* AIM OF THE EXERCISE *
Output each entry exactly as written.

* Saved entries *
= Beginning of Section =

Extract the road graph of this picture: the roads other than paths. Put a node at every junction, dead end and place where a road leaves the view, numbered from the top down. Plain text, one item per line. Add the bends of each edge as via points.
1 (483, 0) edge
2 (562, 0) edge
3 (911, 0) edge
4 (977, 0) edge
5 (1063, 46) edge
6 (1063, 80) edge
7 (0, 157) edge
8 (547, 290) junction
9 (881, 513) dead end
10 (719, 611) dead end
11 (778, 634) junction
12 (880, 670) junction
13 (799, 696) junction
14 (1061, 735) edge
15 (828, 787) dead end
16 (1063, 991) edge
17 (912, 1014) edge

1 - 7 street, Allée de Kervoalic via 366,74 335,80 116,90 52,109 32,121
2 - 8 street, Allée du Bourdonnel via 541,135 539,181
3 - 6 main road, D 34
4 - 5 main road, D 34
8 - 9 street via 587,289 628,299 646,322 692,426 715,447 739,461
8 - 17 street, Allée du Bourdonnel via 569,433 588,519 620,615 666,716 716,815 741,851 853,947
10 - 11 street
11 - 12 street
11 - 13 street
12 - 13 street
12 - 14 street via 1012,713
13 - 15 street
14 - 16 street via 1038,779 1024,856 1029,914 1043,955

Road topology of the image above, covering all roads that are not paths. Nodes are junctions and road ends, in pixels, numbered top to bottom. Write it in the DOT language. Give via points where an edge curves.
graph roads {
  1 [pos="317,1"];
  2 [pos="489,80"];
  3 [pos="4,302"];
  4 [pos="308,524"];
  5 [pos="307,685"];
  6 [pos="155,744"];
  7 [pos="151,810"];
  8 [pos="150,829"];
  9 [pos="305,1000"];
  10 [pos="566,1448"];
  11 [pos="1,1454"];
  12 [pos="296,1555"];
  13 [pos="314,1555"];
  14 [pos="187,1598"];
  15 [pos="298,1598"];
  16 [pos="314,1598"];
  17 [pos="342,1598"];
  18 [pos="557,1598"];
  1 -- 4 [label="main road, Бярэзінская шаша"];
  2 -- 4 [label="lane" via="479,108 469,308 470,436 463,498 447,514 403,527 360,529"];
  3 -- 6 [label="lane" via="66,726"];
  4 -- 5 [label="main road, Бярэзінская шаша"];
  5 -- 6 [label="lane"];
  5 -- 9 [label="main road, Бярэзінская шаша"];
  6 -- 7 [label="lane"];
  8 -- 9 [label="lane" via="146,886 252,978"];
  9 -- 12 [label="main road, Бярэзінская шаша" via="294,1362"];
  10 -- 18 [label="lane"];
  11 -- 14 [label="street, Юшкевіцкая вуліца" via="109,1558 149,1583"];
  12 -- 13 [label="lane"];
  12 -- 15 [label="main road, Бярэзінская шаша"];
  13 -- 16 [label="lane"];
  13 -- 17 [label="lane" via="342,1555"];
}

= End of Section =

* WRITTEN REPLY *
Extract the road graph of this picture: the roads other than paths. Put a node at every junction, dead end and place where a road leaves the view, numbered from the top down. Plain text, one item per line. Add the bends of each edge as via points.
1 (483, 0) edge
2 (562, 0) edge
3 (911, 0) edge
4 (977, 0) edge
5 (1063, 46) edge
6 (1063, 80) edge
7 (0, 157) edge
8 (547, 290) junction
9 (881, 513) dead end
10 (719, 611) dead end
11 (778, 634) junction
12 (880, 670) junction
13 (799, 696) junction
14 (1061, 735) edge
15 (828, 787) dead end
16 (1063, 991) edge
17 (912, 1014) edge

1 - 7 street, Allée de Kervoalic via 366,74 335,80 116,90 52,109 32,121
2 - 8 street, Allée du Bourdonnel via 541,135 539,181
3 - 6 main road, D 34
4 - 5 main road, D 34
8 - 9 street via 587,289 628,299 646,322 692,426 715,447 739,461
8 - 17 street, Allée du Bourdonnel via 569,433 588,519 620,615 666,716 716,815 741,851 853,947
10 - 11 street
11 - 12 street
11 - 13 street
12 - 13 street
12 - 14 street via 1012,713
13 - 15 street
14 - 16 street via 1038,779 1024,856 1029,914 1043,955

Road topology of the image above, covering all roads that are not paths. Nodes are junctions and road ends, in pixels, numbered top to bottom. Write it in the DOT language. Give via points where an edge curves.
graph roads {
  1 [pos="317,1"];
  2 [pos="489,80"];
  3 [pos="4,302"];
  4 [pos="308,524"];
  5 [pos="307,685"];
  6 [pos="155,744"];
  7 [pos="151,810"];
  8 [pos="150,829"];
  9 [pos="305,1000"];
  10 [pos="566,1448"];
  11 [pos="1,1454"];
  12 [pos="296,1555"];
  13 [pos="314,1555"];
  14 [pos="187,1598"];
  15 [pos="298,1598"];
  16 [pos="314,1598"];
  17 [pos="342,1598"];
  18 [pos="557,1598"];
  1 -- 4 [label="main road, Бярэзінская шаша"];
  2 -- 4 [label="lane" via="479,108 469,308 470,436 463,498 447,514 403,527 360,529"];
  3 -- 6 [label="lane" via="66,726"];
  4 -- 5 [label="main road, Бярэзінская шаша"];
  5 -- 6 [label="lane"];
  5 -- 9 [label="main road, Бярэзінская шаша"];
  6 -- 7 [label="lane"];
  8 -- 9 [label="lane" via="146,886 252,978"];
  9 -- 12 [label="main road, Бярэзінская шаша" via="294,1362"];
  10 -- 18 [label="lane"];
  11 -- 14 [label="street, Юшкевіцкая вуліца" via="109,1558 149,1583"];
  12 -- 13 [label="lane"];
  12 -- 15 [label="main road, Бярэзінская шаша"];
  13 -- 16 [label="lane"];
  13 -- 17 [label="lane" via="342,1555"];
}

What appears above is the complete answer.